*** Opening of THE RECORDS ***

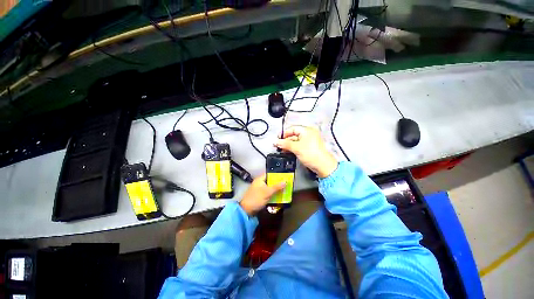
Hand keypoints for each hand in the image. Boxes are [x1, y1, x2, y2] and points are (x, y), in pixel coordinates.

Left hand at [239, 174, 285, 215]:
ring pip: (270, 188)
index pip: (269, 174)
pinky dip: (274, 194)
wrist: (247, 209)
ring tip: (286, 189)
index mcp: (260, 180)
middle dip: (278, 183)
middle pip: (271, 181)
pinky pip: (269, 193)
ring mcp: (260, 190)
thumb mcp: (267, 192)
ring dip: (277, 189)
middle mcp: (260, 183)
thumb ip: (276, 187)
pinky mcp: (261, 196)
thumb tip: (285, 182)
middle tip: (287, 184)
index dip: (277, 175)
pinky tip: (280, 196)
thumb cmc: (256, 198)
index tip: (285, 176)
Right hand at [274, 126, 337, 177]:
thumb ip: (285, 144)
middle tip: (278, 145)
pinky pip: (300, 145)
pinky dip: (294, 148)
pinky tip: (288, 151)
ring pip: (297, 140)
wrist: (322, 165)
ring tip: (282, 149)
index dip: (284, 133)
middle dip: (286, 140)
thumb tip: (276, 142)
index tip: (278, 138)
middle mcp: (310, 133)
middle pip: (294, 134)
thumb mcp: (296, 148)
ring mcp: (310, 141)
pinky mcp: (310, 147)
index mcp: (307, 130)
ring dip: (289, 145)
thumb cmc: (312, 154)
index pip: (292, 128)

*** Close of THE RECORDS ***

WORK REQUEST
All entries should be reproduced exactly; no picture belongs in the result.

ANSWER TO THIS PROBLEM
Hand keypoints for each hand in the image. Boxes are [x1, y1, x2, y2] and points are (x, y), in pixel coordinates.

Left hand at [239, 174, 285, 215]:
ring pip: (270, 188)
index pip: (269, 174)
pinky dip: (274, 194)
wrist: (247, 209)
ring tip: (286, 189)
index mcp: (260, 180)
middle dip: (278, 183)
middle pip: (271, 181)
pinky pip: (269, 193)
ring mcp: (260, 190)
thumb mcp: (267, 192)
ring dip: (277, 189)
middle mcp: (260, 183)
thumb ip: (276, 187)
pinky mcp: (261, 196)
thumb tip: (285, 182)
middle tip: (287, 184)
index dip: (277, 175)
pinky tip: (280, 196)
thumb cmc: (256, 198)
index tip: (285, 176)
Right hand at [274, 126, 337, 177]:
thumb ip: (285, 144)
middle tip: (278, 145)
pinky pip: (300, 145)
pinky dip: (294, 148)
pinky tip: (288, 151)
ring pip: (297, 140)
wrist: (322, 165)
ring tip: (282, 149)
index dip: (284, 133)
middle dip: (286, 140)
thumb tip: (276, 142)
index tip: (278, 138)
middle mcp: (310, 133)
middle pip: (294, 134)
thumb mcp: (296, 148)
ring mcp: (310, 141)
pinky mcp: (310, 147)
index mcp: (307, 130)
ring dip: (289, 145)
thumb cmc: (312, 154)
index pip: (292, 128)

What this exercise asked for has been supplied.